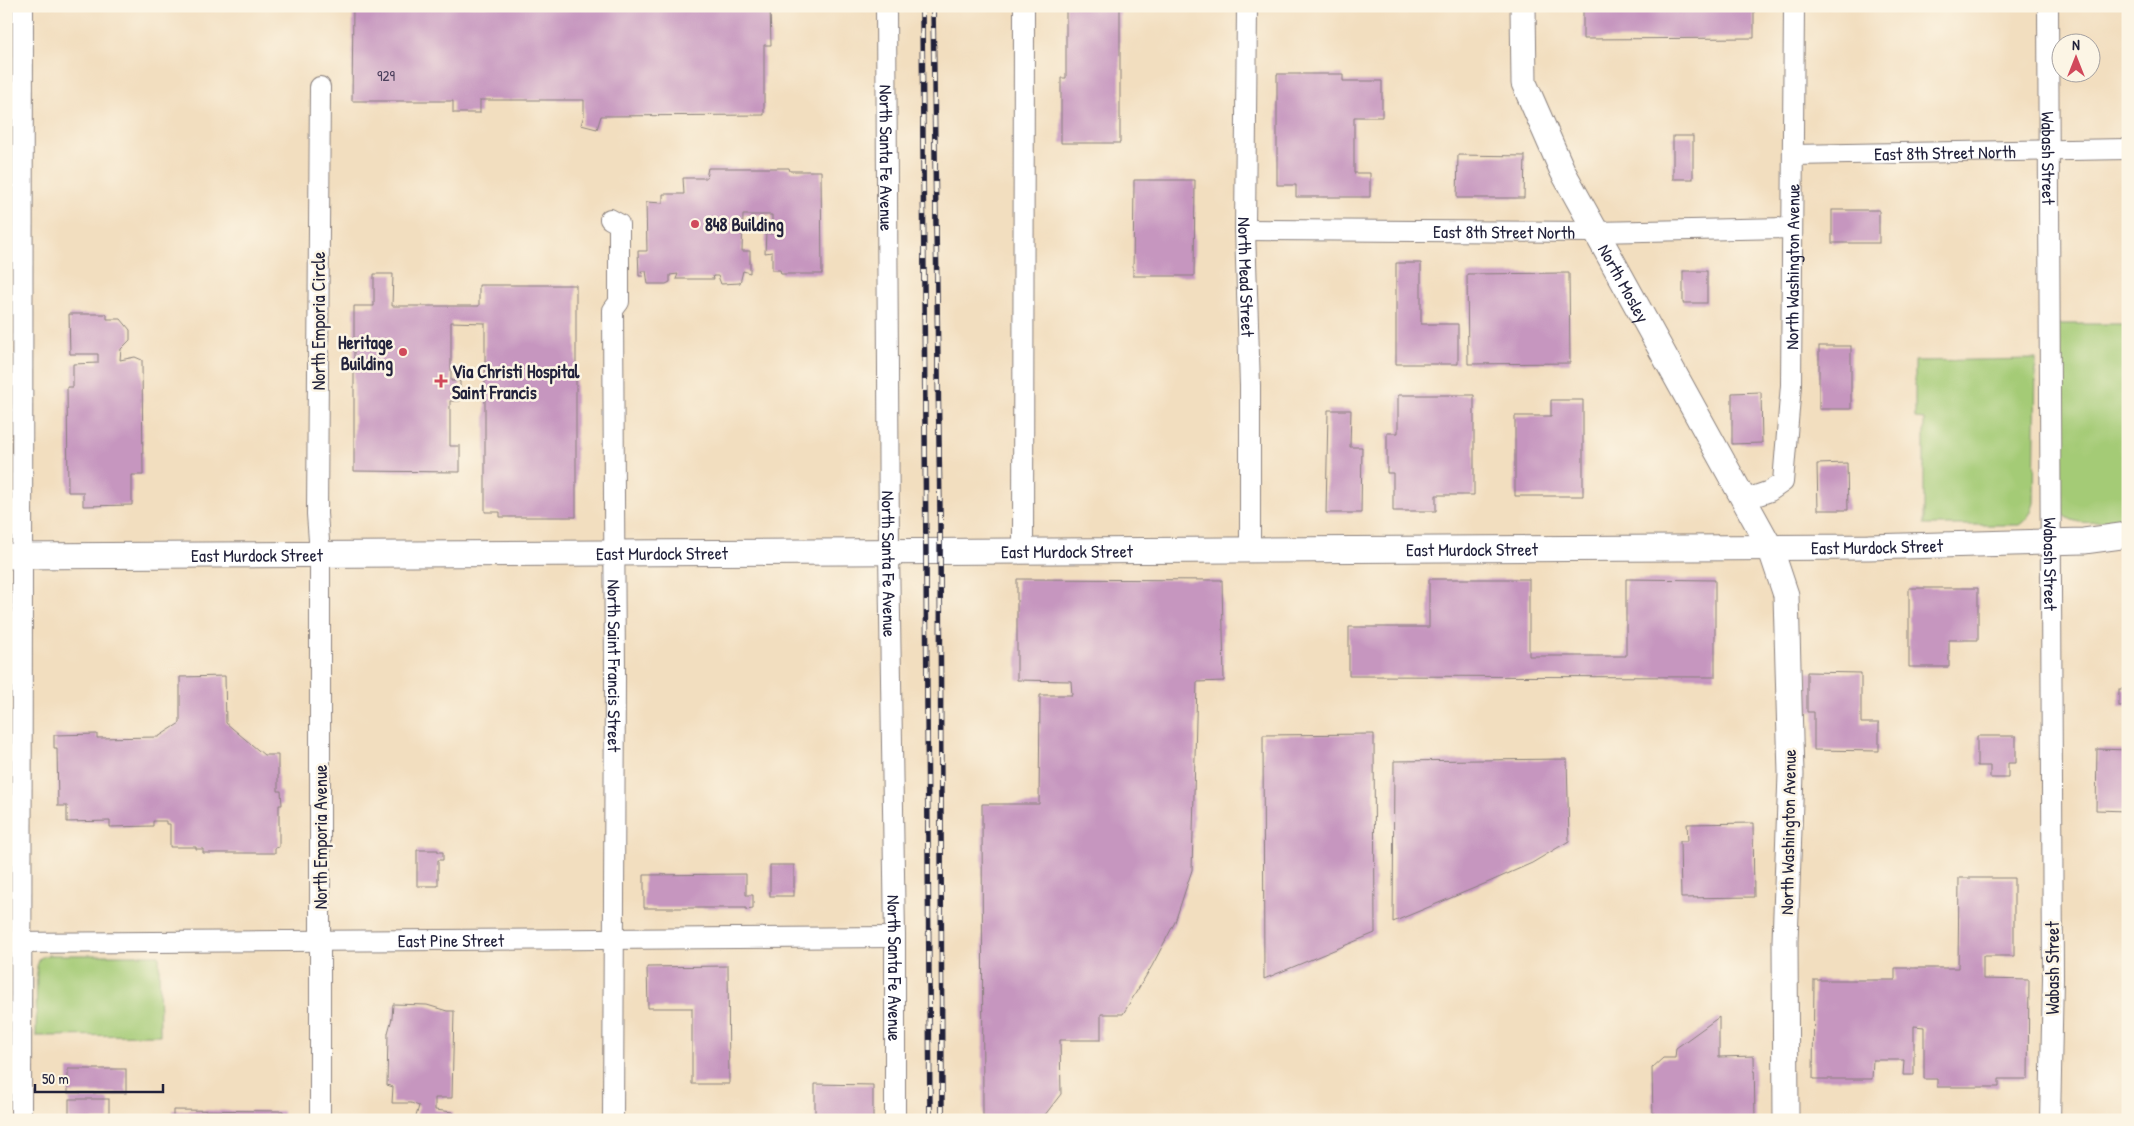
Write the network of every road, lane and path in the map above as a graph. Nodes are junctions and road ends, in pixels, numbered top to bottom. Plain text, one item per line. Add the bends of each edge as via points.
1 (23, 6) edge
2 (886, 6) edge
3 (1024, 6) edge
4 (1247, 6) edge
5 (1523, 6) edge
6 (1794, 6) edge
7 (2048, 6) edge
8 (320, 87) dead end
9 (2128, 149) edge
10 (2049, 150) junction
11 (1793, 155) junction
12 (610, 219) dead end
13 (1792, 228) junction
14 (1245, 230) junction
15 (1596, 232) junction
16 (1744, 500) junction
17 (2128, 535) edge
18 (2050, 543) junction
19 (1770, 547) junction
20 (1250, 549) junction
21 (1024, 550) junction
22 (889, 552) junction
23 (614, 553) junction
24 (320, 554) junction
25 (15, 556) edge
26 (895, 937) junction
27 (614, 939) junction
28 (320, 940) junction
29 (14, 943) edge
30 (21, 1120) edge
31 (320, 1120) edge
32 (613, 1120) edge
33 (895, 1120) edge
34 (1786, 1120) edge
35 (2050, 1120) edge

1 - 25 street
2 - 22 street, North Santa Fe Avenue
3 - 21 street
4 - 14 street, North Mead Street
5 - 15 street, North Mosley via 1524,82 1563,172
6 - 11 street, North Washington Avenue
7 - 10 street, Wabash Street
8 - 24 street, North Emporia Circle via 317,494
9 - 10 street, East 8th Street North
10 - 11 street, East 8th Street North
10 - 18 street, Wabash Street
11 - 13 street, North Washington Avenue
12 - 23 street, North Saint Francis Street via 619,224 619,302 613,310
13 - 15 street, East 8th Street North
13 - 16 street, North Washington Avenue via 1792,386 1783,482 1770,491
14 - 15 street, East 8th Street North
14 - 20 street, North Mead Street via 1250,386
15 - 16 street, North Mosley
16 - 19 street, North Mosley
17 - 18 street, East Murdock Street
18 - 19 street, East Murdock Street
18 - 35 street, Wabash Street via 2053,978
19 - 20 street, East Murdock Street
19 - 34 street, North Washington Avenue via 1786,595 1791,774 1785,941
20 - 21 street, East Murdock Street
21 - 22 street, East Murdock Street
22 - 23 street, East Murdock Street
22 - 26 street, North Santa Fe Avenue
23 - 24 street, East Murdock Street
23 - 27 street, North Saint Francis Street
24 - 25 street, East Murdock Street
24 - 28 street, North Emporia Avenue
25 - 29 street
26 - 27 street, East Pine Street
26 - 33 street, North Santa Fe Avenue
27 - 28 street, East Pine Street
27 - 32 street, North Saint Francis Street
28 - 29 street, East Pine Street
28 - 31 street, North Emporia Avenue
29 - 30 street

DIRECTIONS FOR THIS TASK - From the listing above, copy every line that holds the string "Mead".

ANSWER FOR THE TASK -
4 - 14 street, North Mead Street
14 - 20 street, North Mead Street via 1250,386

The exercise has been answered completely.